Jim is a quiet, relaxed human being off the field. In repose, the magnificent body looks loose, the heavy muscles bulging even at rest, the impression he gives one of a great hunting cat asleep in the sun. He is not talkative, but he is an articulate young man who understands the technique of running with a football and is able to explain it.

"There are several reasons why I am running better this year than last," he said the other day. "First, I fit into the Brown offensive unit better. I came to camp three weeks late from the All-Stars last year, and for a while I'd hit the wrong hole on an occasional play. For instance, I wasn't familiar with how Mike McCormack blocks in the middle of the line and once in a while I'd run into Mike and the man he was blocking because I didn't know which way to cut."

Glenn Holtzman, a very good 250-pound tackle for the Los Angeles Rams, recently explained what it is like to face Brown from the wrong side of the line: "He's just the best back in the as the fastest, hard as the hardest.

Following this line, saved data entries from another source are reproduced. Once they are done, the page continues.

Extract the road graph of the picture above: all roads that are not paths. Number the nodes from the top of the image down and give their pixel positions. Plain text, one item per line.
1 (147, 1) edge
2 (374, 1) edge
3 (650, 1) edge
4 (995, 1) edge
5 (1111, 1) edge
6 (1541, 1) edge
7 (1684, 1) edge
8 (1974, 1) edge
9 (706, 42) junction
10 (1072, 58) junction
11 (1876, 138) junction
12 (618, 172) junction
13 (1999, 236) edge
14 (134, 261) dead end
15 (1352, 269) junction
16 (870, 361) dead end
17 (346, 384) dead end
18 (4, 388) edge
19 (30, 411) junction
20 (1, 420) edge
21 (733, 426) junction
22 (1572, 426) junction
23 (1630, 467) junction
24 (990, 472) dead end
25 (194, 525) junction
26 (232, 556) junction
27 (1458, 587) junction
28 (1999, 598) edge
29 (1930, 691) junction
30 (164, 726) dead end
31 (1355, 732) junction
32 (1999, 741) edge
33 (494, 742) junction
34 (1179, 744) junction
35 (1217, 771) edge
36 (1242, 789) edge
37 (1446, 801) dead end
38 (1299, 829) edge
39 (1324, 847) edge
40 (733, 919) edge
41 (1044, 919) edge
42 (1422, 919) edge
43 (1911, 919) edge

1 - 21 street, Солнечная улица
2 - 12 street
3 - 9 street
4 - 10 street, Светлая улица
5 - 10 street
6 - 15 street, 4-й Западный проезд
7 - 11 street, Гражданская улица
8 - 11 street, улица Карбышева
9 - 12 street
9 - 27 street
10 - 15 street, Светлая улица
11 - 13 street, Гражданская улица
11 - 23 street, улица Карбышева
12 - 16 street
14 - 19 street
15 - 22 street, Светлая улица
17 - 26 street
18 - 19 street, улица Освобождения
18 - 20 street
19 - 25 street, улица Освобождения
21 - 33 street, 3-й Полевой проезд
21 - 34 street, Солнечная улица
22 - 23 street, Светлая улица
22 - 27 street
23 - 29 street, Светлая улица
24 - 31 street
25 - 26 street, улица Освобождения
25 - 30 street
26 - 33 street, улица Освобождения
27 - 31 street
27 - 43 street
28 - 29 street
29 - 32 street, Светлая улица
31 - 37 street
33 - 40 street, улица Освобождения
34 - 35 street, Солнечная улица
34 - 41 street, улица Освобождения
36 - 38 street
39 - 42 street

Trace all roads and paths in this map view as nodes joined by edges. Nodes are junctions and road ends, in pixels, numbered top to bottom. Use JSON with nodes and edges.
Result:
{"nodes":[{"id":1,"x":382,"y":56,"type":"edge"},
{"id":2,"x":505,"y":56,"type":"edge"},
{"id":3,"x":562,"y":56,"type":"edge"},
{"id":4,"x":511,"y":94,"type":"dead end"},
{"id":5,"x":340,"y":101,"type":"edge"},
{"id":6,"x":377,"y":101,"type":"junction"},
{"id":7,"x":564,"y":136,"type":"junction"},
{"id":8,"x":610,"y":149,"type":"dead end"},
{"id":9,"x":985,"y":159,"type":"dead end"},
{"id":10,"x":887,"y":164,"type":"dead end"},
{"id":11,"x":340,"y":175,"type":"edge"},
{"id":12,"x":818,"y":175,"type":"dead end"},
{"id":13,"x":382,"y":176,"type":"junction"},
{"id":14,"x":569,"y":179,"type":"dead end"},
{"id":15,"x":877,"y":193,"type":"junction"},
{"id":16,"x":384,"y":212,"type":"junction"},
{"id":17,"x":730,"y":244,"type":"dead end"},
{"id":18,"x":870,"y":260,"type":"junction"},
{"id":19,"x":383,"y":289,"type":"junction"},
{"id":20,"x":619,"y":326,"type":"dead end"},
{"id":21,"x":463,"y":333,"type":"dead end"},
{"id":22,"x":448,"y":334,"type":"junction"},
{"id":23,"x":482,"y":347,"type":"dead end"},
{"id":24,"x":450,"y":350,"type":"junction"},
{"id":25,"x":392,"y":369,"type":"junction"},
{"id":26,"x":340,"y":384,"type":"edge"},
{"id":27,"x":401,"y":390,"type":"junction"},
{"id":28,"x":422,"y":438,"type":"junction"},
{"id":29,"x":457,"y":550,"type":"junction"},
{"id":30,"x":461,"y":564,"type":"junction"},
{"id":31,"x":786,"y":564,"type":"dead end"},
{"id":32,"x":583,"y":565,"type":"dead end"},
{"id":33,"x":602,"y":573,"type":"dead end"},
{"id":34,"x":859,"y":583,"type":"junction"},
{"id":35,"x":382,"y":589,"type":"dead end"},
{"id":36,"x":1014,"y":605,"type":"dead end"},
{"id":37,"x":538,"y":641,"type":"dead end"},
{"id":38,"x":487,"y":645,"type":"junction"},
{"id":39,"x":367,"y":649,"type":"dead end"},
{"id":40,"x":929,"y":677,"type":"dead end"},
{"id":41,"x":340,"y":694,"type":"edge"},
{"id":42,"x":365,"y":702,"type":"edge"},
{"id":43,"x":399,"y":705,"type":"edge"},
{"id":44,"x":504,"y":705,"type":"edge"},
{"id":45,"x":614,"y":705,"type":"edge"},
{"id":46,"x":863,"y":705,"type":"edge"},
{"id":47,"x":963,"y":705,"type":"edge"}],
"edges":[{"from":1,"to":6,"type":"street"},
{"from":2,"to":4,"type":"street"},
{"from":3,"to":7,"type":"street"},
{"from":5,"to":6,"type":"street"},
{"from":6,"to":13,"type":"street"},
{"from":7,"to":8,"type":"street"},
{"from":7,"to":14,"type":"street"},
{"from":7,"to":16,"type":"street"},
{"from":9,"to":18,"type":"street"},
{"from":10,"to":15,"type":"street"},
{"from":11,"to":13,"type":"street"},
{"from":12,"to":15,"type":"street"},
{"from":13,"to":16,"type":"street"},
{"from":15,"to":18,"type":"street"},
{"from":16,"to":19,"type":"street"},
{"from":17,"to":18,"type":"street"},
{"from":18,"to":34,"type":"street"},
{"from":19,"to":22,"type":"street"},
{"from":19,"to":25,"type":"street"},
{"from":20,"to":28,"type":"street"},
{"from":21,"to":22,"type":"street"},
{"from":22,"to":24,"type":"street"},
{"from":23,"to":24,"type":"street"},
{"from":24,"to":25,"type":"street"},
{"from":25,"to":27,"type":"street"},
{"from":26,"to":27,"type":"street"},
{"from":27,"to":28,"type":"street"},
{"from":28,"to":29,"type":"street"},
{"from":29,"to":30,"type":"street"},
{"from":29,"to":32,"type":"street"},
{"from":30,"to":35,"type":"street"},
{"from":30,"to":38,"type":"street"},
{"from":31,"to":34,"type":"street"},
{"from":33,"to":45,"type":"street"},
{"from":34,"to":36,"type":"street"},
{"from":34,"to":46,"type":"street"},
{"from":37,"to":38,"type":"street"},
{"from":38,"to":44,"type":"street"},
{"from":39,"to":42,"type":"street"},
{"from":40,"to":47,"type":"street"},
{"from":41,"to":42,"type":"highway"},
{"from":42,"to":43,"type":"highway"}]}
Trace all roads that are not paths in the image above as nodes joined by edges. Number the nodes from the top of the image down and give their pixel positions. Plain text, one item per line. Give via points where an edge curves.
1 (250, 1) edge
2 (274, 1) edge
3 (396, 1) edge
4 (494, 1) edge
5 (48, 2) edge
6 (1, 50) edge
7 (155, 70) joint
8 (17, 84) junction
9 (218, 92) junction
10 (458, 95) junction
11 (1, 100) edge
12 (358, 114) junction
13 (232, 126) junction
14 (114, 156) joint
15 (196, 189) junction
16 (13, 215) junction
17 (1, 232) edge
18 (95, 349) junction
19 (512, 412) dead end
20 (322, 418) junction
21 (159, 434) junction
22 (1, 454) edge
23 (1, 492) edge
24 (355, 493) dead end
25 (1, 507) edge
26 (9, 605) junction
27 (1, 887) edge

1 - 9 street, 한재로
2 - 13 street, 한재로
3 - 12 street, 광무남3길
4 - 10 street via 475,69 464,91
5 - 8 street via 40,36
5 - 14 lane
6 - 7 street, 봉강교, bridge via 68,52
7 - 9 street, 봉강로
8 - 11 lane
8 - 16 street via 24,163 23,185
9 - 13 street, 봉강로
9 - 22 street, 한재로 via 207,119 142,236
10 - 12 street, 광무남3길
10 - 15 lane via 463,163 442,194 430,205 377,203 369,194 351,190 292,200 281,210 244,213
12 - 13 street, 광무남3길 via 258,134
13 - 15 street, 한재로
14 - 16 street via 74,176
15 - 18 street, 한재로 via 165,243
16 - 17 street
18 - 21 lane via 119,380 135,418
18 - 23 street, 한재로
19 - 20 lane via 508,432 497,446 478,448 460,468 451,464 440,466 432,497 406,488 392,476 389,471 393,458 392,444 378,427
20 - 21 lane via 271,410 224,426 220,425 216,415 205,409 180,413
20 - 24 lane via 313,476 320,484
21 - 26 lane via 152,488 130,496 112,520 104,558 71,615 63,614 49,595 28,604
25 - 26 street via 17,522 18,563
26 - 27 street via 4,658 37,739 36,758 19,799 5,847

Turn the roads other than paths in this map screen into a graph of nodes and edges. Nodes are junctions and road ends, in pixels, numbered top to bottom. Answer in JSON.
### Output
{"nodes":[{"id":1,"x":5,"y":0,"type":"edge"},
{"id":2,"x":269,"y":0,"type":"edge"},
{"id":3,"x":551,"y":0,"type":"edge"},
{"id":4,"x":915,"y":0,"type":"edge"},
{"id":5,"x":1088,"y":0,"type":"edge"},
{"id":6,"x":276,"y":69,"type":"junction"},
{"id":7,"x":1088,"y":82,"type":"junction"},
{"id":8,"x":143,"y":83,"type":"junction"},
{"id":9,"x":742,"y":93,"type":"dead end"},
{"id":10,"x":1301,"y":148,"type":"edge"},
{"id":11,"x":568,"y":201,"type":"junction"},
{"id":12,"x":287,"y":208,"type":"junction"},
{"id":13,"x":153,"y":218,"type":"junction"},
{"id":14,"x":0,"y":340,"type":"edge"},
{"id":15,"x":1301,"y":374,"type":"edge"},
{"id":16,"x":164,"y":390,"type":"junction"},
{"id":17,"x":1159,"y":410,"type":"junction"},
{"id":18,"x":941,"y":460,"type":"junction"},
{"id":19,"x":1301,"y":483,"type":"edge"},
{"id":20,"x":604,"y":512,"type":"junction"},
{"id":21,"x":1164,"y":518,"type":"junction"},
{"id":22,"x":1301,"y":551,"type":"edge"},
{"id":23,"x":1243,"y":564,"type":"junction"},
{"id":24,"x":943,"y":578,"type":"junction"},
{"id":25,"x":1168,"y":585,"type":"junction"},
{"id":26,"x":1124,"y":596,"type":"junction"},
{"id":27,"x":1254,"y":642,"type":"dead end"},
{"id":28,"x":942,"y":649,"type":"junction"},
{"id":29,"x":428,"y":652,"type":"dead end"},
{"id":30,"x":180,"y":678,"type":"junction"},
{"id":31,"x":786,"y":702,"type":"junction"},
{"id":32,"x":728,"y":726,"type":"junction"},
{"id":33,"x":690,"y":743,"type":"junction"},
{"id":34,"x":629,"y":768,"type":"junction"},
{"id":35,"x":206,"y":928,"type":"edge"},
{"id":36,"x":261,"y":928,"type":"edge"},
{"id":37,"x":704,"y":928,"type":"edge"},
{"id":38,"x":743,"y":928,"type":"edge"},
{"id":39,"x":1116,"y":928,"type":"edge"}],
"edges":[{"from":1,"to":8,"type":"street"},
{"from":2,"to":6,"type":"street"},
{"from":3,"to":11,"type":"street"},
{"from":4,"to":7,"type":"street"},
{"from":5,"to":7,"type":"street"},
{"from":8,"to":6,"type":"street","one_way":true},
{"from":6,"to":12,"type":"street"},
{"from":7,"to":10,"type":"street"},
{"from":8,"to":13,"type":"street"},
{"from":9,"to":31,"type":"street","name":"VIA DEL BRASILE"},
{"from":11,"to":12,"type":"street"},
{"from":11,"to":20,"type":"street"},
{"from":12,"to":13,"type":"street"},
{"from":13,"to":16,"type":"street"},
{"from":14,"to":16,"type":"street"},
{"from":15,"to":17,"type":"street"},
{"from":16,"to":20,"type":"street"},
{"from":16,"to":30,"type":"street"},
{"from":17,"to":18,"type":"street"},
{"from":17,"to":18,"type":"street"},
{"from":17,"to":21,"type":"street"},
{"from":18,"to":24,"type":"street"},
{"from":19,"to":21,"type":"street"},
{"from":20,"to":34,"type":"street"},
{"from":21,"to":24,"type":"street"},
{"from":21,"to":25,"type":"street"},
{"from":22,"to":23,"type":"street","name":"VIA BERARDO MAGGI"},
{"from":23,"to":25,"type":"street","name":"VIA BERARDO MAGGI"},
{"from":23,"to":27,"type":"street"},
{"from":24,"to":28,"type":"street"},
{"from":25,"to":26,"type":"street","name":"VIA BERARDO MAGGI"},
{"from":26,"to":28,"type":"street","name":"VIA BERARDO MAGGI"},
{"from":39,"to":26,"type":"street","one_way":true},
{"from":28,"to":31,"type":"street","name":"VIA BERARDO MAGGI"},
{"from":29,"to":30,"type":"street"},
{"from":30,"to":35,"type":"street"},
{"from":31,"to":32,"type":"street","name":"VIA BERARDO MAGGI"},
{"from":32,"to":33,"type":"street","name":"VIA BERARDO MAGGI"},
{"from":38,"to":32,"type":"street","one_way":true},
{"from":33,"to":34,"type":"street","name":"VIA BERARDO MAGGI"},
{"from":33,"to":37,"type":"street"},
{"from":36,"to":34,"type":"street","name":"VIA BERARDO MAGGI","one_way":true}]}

He gets off to the quickest start of any big man I've ever seen. An arm tackle is no soap; he runs right through you. The only way I've found to stop him is hit him right at the ankles with your shoulder...otherwise, it's like tackling a locomotive." Brown has tremendous lateral speed and balance; he can be hit, knocked sideways and land on his feet running in another direction, picking up full speed again in a few steps.

One league coach made Brown's importance very clear after his team had dropped a thriller to the Browns: "If they ever lose Jim Brown, then they'll be even with the rest of us."

Elsewhere, the Baltimore Colts continued to pick up momentum with a rain-splashed 56-0 victory over the Green Bay Packers. The Colts found, happily, that even John Unitas is not indispensable; after this fine quarterback was slightly injured and left the game at the half, sub George Shaw passed for three touchdowns in the second half. The Los Angeles Rams, to the delight of the 100,000-odd fans, edged the Chicago Bears 41-35, pushing the Bears two full games behind Baltimore.

Y. A. Tittle, who has been sitting restlessly on the San Francisco 49er bench with a leg injury, came off it in the fourth period Sunday to engineer the winning touchdown over Detroit, 24-21. Bobby Layne clicked for Pittsburgh in a 24-16 conquest of Washington, and Norm Van Brocklin of the Philadelphia Eagles threw two last-period passes to tie the Chicago Cardinals 21-21.




IMMENSELY POWERFUL chest and arms tell the strength of Browns' Jim Brown.